I understand the importance of acceptance and the importance of moving on. I also understand that maintaining the most positive attitude toward a seemingly unsurmountable obstacle is benefical in the long run. I always strive to be and do the best I can possibly do in any given situation. I made my mind up early in this limb loss scenario that I would not allow it to rule my life with respect to happiness and accomplishment. Thus far, I feel I have done what I set out to do.
Further, I realize that my God given spirit is whole and intact. Knowing that my spirit will always remain whole and undamaged has given me comfort and strength.
Unlike the other man, who stated that limb loss had not dramatically changed his life, I don't honestly feel that way nor will I make such a statement. I do believe this loss will in some way manifest itself into a way for me to help others. I want my loss, to be a gain of sorts, a gain in compassion, love and understanding.

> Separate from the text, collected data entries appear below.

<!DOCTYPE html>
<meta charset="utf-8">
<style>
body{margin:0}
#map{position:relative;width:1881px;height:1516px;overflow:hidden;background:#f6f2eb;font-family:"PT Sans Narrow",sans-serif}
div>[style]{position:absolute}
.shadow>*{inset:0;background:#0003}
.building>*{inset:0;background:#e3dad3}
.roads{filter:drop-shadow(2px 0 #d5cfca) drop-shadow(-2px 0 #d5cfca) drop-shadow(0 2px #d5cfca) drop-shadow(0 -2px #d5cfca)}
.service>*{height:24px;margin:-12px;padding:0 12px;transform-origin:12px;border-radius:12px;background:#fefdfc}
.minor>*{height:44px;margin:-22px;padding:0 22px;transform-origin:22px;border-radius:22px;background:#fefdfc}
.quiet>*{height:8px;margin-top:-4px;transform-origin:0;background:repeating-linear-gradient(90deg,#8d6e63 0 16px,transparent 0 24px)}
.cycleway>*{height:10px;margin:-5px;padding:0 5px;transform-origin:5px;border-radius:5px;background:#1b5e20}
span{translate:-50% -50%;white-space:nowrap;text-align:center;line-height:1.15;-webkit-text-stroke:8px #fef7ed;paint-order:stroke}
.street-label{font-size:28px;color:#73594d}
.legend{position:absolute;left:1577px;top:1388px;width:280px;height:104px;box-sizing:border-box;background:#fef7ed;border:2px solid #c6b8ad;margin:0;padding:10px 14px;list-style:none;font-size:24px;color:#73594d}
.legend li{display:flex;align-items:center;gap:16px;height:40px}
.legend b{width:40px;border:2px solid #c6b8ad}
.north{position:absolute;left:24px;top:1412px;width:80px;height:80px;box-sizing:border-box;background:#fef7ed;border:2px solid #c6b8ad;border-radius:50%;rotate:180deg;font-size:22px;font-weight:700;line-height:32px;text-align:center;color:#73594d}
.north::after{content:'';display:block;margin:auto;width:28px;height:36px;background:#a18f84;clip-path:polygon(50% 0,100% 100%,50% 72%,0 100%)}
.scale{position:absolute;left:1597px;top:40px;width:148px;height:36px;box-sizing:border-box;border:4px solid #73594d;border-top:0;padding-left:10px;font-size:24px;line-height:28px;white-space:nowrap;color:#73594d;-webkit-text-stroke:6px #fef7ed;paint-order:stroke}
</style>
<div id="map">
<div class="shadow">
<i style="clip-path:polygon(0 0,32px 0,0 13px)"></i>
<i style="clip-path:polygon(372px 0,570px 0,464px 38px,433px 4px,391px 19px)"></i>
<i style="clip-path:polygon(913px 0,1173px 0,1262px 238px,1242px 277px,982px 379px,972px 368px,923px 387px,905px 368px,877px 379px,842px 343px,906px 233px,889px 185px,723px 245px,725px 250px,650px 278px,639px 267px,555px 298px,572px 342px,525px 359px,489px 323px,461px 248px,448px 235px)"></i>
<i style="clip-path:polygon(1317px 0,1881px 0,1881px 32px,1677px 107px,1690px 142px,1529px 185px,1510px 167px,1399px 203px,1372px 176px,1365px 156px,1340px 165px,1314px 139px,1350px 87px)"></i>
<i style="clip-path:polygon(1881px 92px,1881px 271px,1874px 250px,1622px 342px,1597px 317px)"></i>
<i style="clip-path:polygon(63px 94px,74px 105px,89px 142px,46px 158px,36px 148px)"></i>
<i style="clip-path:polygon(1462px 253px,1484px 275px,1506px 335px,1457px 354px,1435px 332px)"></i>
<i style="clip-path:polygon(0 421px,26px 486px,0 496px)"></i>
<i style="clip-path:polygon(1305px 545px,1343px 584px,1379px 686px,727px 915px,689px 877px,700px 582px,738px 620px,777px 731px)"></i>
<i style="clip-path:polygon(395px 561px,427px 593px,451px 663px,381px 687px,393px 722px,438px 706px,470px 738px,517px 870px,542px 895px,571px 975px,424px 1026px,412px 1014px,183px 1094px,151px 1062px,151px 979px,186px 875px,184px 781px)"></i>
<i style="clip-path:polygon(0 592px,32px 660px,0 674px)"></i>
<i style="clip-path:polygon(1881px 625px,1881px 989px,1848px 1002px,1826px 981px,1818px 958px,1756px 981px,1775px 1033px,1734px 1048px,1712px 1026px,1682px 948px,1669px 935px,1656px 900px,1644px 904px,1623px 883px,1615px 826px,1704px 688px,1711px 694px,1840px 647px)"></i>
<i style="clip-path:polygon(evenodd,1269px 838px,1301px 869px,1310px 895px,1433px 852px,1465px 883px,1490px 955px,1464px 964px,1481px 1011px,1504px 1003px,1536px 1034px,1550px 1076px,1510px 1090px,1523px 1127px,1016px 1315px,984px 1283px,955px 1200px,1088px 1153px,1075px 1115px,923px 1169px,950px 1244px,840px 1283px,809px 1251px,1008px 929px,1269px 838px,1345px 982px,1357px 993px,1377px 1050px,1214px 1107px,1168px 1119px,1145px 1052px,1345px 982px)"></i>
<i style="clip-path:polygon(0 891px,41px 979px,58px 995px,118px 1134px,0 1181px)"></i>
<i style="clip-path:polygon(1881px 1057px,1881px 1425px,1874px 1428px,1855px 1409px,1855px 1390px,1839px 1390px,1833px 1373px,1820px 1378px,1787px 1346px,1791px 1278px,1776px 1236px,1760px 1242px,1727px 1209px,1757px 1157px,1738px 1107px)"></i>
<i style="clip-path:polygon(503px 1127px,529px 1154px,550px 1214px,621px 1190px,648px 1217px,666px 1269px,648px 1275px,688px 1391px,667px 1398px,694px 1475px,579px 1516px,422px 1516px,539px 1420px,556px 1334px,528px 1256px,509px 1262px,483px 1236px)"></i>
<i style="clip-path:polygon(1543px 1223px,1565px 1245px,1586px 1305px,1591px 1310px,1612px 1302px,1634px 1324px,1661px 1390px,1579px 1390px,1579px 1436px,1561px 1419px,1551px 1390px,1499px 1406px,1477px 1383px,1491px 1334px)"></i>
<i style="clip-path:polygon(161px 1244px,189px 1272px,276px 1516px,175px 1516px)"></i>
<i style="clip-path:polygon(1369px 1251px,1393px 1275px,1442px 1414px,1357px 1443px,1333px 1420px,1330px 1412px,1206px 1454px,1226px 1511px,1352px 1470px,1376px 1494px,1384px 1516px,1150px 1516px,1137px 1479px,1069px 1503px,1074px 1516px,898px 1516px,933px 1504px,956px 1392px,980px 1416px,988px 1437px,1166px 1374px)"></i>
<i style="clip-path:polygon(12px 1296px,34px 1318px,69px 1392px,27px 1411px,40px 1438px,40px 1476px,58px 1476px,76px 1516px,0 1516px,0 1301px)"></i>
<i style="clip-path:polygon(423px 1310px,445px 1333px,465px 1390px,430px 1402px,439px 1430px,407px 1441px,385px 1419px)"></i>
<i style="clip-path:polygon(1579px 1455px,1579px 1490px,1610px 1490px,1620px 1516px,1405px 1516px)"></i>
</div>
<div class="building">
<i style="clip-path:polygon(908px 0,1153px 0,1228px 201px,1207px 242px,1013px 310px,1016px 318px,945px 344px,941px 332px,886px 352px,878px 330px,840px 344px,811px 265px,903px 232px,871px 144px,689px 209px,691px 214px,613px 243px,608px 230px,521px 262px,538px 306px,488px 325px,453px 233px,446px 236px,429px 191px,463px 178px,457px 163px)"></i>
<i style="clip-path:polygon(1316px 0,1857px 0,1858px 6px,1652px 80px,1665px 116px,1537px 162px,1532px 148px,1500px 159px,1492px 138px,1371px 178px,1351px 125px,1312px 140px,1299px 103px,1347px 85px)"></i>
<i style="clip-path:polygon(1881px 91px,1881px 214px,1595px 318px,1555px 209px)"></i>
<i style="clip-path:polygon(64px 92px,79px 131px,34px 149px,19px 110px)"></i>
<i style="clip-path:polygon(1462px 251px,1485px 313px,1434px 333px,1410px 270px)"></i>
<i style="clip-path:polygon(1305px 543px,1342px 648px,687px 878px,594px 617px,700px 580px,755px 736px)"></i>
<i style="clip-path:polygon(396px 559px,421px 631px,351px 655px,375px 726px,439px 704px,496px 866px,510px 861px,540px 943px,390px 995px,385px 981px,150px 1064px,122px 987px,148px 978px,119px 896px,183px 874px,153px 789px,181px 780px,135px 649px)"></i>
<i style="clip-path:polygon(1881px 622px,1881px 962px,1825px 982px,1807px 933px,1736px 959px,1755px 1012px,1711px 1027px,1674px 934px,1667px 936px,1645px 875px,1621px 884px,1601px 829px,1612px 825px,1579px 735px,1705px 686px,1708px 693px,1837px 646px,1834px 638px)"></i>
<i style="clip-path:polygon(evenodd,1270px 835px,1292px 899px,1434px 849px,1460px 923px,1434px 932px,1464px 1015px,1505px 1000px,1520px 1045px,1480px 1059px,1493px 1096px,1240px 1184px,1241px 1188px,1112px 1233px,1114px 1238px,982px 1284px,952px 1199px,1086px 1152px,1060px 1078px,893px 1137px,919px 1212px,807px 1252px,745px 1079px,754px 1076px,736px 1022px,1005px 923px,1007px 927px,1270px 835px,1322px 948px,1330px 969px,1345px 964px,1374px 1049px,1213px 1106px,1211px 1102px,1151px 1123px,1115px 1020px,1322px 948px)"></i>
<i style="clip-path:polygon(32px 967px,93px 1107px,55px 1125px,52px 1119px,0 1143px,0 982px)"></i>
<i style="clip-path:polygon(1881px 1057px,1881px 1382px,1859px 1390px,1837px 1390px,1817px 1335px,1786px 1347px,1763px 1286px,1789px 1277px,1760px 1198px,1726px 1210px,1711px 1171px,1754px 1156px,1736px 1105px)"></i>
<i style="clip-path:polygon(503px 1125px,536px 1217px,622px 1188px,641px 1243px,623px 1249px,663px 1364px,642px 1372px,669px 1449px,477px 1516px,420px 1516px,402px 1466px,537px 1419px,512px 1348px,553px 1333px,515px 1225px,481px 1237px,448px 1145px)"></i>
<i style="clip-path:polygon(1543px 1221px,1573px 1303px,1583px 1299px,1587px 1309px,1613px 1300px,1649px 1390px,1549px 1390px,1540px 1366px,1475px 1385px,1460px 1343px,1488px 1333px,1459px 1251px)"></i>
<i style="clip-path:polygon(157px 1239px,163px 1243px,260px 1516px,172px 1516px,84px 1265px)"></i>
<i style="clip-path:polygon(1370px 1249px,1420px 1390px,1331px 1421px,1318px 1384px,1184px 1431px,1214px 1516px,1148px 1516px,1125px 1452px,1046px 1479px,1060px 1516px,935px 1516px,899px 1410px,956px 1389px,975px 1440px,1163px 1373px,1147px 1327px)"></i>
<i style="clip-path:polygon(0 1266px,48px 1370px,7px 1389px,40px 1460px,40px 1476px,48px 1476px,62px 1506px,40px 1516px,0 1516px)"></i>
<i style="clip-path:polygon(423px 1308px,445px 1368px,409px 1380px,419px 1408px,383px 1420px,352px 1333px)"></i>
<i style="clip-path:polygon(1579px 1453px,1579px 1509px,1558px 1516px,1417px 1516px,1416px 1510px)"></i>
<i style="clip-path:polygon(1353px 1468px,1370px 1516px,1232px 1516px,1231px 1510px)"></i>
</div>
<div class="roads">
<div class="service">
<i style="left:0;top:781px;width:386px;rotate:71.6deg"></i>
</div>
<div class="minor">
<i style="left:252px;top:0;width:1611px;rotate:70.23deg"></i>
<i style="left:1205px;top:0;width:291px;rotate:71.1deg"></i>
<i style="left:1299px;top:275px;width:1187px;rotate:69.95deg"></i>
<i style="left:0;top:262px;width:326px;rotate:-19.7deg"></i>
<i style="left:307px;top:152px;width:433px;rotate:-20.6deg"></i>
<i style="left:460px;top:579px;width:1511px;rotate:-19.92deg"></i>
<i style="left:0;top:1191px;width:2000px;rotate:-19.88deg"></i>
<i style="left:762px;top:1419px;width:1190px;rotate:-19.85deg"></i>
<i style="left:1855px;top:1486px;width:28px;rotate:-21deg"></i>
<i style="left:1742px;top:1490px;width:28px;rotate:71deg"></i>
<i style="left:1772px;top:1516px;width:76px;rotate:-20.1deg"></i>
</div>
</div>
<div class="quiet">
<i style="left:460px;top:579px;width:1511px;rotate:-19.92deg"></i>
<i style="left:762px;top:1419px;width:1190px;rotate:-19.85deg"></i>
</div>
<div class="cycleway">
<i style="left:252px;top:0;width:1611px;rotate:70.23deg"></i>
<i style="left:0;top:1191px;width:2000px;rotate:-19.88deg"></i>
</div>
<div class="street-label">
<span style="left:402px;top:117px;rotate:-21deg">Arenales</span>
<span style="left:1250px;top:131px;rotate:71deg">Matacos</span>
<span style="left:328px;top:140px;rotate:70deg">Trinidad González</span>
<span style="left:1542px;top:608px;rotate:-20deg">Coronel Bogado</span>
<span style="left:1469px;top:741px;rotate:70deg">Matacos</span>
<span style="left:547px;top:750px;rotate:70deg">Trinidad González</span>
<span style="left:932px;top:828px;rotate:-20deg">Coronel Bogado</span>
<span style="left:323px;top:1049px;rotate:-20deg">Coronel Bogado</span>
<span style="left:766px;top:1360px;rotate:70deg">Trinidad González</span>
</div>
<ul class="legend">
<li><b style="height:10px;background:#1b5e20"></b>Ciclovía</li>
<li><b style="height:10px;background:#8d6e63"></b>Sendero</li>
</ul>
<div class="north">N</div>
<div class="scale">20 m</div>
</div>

A friend of mine from Seattle was having trouble logging on to my blog. When she became increasingly perplexed and unable to connect to my blog she wrote to me in an email, "I'm stumped." Upon reading this, I chuckled, and I subsequently told her, "nice choice of words" then we both laughed.
Well that is how I feel about the man who stated his bialateral leg loss had not dramatically affected his life. Really? "I'm stumped" by that statement.